REQUIRED ACTION ▸ Collect every line below that contains the word "paths".

Stored entries ▸
────────────────────

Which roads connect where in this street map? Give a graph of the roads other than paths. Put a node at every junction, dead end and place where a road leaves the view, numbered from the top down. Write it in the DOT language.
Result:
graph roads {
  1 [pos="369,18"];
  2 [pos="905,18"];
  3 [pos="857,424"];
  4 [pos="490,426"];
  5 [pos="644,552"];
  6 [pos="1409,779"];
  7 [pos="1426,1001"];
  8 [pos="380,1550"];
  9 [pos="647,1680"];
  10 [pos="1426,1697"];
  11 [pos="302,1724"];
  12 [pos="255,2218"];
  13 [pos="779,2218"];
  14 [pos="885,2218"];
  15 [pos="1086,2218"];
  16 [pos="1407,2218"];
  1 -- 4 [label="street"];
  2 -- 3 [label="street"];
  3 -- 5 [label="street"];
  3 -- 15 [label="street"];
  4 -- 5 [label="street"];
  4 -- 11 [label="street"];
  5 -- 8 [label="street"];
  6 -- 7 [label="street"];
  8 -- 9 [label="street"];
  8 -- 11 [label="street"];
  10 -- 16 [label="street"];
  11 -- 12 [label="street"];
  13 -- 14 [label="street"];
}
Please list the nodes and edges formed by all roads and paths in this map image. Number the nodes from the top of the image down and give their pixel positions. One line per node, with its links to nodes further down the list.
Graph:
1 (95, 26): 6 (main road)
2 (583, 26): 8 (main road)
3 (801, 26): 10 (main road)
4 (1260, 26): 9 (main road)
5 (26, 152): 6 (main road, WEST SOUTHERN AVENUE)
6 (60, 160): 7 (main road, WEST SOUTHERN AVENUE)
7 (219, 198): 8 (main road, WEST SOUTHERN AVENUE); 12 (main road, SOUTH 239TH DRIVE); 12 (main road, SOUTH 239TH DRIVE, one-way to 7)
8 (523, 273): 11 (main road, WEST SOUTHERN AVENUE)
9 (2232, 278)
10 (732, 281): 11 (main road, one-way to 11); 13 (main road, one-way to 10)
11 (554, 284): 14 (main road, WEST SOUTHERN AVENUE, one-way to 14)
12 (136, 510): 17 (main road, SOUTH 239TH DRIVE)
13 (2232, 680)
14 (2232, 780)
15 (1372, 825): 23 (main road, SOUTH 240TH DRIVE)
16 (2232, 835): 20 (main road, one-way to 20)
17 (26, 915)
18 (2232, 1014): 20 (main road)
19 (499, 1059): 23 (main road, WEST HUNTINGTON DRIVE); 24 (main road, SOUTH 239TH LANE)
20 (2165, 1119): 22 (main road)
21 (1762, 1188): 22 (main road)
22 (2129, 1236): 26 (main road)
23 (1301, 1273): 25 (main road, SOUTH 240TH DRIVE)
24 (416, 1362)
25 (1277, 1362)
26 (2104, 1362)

────────────────────

SOLUTION BELOW ▸
Which roads connect where in this street map? Give a graph of the roads other than paths. Put a node at every junction, dead end and place where a road leaves the view, numbered from the top down. Write it in the DOT language.
Please list the nodes and edges formed by all roads and paths in this map image. Number the nodes from the top of the image down and give their pixel positions. One line per node, with its links to nodes further down the list.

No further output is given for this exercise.